EXCERPTED RECORDS Start Marker
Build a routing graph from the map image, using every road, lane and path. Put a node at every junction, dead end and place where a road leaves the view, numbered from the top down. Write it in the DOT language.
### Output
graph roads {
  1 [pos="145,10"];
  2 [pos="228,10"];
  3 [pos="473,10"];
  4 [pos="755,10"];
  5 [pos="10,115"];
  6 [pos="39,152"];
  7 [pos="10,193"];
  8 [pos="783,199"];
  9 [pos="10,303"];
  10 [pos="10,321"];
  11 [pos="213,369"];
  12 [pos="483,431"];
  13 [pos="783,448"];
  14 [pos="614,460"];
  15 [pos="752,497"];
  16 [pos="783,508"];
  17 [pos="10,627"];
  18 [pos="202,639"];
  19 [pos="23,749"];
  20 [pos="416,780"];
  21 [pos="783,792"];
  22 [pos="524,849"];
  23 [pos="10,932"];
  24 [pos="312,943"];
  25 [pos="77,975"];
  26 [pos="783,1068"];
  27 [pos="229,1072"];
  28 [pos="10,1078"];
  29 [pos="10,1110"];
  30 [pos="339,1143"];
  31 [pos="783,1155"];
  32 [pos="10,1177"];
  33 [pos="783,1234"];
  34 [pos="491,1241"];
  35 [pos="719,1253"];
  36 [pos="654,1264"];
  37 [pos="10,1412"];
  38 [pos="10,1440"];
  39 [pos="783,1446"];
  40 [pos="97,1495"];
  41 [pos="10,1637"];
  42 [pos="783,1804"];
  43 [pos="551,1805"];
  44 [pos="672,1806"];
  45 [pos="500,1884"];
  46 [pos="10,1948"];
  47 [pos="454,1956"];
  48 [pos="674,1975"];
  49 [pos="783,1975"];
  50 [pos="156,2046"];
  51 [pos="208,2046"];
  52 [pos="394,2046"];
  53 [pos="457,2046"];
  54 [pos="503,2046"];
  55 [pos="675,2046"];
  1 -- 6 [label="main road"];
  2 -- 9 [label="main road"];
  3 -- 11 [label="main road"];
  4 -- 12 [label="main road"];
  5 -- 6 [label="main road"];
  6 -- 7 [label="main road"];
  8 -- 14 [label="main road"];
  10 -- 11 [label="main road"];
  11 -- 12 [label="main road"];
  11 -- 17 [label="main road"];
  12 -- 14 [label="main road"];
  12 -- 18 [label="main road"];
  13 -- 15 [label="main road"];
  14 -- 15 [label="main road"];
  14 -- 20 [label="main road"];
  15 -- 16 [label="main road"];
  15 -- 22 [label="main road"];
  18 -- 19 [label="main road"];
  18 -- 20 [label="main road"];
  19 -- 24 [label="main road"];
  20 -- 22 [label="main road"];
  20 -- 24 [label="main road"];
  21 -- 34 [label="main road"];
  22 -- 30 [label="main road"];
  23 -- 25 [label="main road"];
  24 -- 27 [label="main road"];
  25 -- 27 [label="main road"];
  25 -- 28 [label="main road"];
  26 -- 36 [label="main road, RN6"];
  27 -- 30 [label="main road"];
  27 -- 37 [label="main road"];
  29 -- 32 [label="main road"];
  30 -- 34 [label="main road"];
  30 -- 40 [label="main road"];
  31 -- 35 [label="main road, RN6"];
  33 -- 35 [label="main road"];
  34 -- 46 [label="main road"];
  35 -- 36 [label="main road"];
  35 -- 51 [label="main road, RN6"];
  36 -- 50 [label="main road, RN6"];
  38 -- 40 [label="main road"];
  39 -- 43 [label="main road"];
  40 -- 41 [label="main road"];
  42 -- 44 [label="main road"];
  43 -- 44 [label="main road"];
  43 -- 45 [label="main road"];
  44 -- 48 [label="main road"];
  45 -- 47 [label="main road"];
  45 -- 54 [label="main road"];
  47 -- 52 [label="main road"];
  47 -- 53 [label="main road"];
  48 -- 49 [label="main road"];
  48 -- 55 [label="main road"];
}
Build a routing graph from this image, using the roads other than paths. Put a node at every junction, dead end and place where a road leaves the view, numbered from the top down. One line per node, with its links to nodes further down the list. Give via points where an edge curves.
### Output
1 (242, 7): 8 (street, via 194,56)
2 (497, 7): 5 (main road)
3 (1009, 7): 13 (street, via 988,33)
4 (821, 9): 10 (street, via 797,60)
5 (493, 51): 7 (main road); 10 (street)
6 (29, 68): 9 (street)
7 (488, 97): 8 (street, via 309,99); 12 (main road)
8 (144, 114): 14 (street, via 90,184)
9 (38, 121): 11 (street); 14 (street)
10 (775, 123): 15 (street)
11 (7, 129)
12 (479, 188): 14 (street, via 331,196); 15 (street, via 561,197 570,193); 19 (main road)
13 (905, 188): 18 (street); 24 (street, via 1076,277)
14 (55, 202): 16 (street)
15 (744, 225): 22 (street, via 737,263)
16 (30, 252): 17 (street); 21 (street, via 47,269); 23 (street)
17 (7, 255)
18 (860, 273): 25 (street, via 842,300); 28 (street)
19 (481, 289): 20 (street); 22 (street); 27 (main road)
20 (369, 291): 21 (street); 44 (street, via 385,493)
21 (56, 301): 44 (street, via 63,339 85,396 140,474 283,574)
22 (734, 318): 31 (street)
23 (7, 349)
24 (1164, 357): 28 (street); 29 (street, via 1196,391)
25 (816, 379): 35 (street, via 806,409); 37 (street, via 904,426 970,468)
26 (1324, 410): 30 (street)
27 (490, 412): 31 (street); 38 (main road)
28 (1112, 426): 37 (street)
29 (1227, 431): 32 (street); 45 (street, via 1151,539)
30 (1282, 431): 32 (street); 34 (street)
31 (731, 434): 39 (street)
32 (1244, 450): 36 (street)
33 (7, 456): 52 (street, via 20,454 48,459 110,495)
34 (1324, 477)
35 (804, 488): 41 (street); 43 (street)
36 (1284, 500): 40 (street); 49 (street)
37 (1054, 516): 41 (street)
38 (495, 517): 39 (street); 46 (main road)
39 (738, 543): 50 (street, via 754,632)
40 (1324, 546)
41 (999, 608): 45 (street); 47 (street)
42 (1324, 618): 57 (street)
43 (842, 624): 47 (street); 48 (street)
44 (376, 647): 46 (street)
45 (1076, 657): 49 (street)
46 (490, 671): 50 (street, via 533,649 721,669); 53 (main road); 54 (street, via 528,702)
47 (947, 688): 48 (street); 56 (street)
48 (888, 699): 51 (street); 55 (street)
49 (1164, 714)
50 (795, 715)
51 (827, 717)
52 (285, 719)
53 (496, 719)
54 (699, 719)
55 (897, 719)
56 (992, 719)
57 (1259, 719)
EXCERPTED RECORDS End Marker
EXCERPTED RECORDS Start Marker
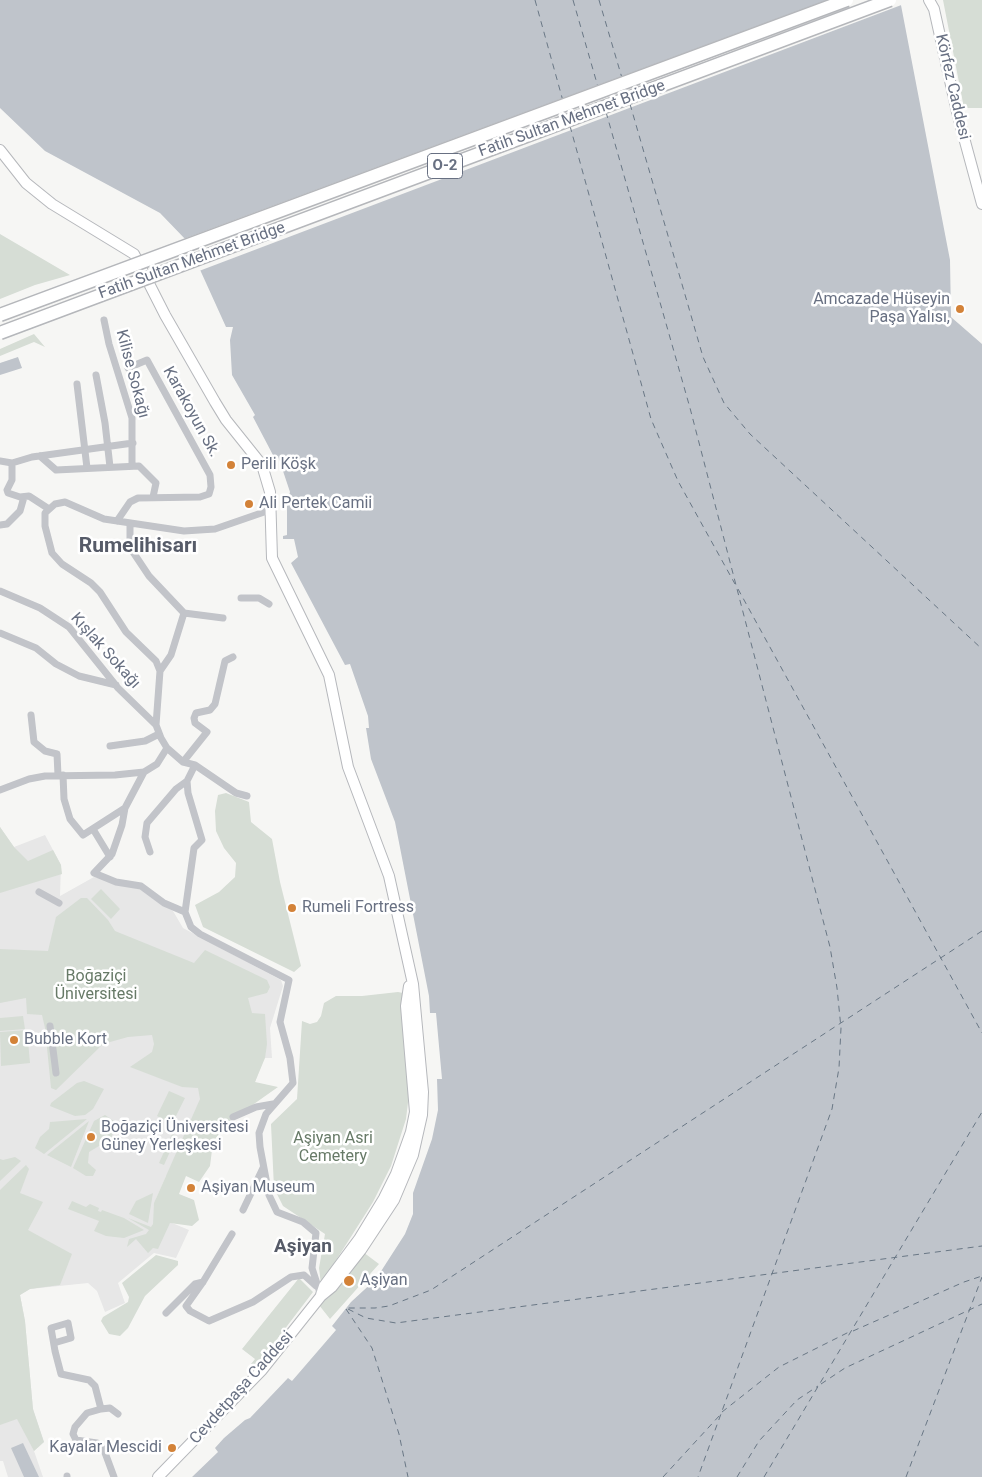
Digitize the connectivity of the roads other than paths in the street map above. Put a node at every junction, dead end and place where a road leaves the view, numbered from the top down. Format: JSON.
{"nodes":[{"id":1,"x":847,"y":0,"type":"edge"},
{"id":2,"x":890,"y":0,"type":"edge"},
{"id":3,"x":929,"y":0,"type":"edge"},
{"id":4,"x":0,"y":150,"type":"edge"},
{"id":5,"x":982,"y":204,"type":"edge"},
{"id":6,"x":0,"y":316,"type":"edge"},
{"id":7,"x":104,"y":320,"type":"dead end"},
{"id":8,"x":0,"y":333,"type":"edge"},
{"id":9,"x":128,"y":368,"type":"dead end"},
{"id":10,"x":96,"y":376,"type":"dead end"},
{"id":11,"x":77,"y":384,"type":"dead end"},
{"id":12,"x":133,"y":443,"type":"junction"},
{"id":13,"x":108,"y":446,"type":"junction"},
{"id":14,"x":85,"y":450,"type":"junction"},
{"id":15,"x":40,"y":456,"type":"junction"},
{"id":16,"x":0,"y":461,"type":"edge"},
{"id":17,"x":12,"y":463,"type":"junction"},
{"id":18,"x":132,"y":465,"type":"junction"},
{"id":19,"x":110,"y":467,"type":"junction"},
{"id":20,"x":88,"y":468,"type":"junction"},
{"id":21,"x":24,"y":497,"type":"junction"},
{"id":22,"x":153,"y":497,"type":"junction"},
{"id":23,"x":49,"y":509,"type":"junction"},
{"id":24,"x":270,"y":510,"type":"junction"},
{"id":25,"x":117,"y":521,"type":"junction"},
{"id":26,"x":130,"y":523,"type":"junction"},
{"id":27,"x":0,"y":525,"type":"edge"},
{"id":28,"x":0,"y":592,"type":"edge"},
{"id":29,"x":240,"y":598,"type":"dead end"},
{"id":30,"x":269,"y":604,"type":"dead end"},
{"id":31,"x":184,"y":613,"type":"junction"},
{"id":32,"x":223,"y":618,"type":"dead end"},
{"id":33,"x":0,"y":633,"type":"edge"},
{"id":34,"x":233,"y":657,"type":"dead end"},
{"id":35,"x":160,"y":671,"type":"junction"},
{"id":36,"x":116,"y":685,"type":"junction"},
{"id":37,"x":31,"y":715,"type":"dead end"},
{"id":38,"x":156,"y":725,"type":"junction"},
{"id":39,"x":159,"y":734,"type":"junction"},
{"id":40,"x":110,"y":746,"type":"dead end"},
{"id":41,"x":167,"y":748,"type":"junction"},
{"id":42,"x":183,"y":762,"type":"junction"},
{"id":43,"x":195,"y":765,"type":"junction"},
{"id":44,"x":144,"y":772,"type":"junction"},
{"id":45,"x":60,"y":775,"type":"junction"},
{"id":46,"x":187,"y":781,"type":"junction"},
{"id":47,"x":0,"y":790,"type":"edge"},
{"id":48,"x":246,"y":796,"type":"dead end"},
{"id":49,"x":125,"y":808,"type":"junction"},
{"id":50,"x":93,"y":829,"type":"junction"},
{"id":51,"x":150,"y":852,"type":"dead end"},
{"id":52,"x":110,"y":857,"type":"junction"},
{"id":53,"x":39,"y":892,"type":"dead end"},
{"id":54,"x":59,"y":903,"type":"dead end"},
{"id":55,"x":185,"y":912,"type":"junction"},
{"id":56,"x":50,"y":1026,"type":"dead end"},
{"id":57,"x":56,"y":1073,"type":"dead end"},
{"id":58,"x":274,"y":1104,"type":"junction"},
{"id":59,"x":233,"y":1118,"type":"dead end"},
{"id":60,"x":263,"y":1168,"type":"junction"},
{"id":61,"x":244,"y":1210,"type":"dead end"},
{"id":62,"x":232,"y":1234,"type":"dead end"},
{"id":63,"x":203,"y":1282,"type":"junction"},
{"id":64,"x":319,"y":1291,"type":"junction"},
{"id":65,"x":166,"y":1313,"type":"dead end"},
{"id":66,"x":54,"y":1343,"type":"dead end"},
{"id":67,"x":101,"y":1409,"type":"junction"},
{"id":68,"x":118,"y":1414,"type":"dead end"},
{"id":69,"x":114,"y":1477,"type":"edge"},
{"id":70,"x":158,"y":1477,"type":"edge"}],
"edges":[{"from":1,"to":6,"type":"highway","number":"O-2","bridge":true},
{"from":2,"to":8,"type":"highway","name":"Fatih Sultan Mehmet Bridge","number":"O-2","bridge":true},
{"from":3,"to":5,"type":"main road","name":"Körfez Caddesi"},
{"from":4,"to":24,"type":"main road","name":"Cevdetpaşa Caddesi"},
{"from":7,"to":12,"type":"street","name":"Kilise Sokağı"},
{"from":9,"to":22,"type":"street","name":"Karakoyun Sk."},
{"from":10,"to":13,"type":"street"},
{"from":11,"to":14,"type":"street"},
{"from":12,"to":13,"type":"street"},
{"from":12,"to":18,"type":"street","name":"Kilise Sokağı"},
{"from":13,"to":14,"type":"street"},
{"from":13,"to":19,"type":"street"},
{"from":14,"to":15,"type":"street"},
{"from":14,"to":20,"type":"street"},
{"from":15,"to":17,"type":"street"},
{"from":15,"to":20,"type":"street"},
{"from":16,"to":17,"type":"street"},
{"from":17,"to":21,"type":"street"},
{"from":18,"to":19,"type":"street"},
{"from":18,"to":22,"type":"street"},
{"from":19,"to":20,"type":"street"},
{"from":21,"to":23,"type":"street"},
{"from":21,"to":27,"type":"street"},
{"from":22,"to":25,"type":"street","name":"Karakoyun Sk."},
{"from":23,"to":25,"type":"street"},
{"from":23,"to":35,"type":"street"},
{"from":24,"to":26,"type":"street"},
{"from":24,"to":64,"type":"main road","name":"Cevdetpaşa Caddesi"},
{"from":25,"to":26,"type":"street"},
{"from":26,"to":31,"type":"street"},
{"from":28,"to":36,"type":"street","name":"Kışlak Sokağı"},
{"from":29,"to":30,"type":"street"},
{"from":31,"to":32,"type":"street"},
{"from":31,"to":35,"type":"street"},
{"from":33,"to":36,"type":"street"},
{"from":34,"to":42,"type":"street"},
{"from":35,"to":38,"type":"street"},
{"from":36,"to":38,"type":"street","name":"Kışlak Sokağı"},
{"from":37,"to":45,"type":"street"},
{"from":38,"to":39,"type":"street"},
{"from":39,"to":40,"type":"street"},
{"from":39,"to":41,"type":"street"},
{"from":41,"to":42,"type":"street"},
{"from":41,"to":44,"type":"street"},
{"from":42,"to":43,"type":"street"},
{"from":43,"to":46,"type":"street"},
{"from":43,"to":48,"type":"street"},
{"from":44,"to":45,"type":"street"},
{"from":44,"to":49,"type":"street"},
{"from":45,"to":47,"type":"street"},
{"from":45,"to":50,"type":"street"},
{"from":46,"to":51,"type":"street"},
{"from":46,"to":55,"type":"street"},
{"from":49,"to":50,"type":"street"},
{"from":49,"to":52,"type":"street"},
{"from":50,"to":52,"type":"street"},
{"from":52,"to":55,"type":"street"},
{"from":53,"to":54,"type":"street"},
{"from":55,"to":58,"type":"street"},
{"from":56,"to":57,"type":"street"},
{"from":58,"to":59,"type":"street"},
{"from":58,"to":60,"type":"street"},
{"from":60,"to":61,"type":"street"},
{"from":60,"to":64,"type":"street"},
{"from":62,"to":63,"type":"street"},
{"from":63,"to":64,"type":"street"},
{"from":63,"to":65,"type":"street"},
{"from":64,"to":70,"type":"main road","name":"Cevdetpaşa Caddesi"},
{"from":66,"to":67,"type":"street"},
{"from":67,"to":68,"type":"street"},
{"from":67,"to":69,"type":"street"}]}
EXCERPTED RECORDS End Marker
WORK INSTRUCTION —
Some lines above may contain the string "Cevdetpaşa". State how many of them the records have, and nothing more.

SOLVED PROBLEM —
3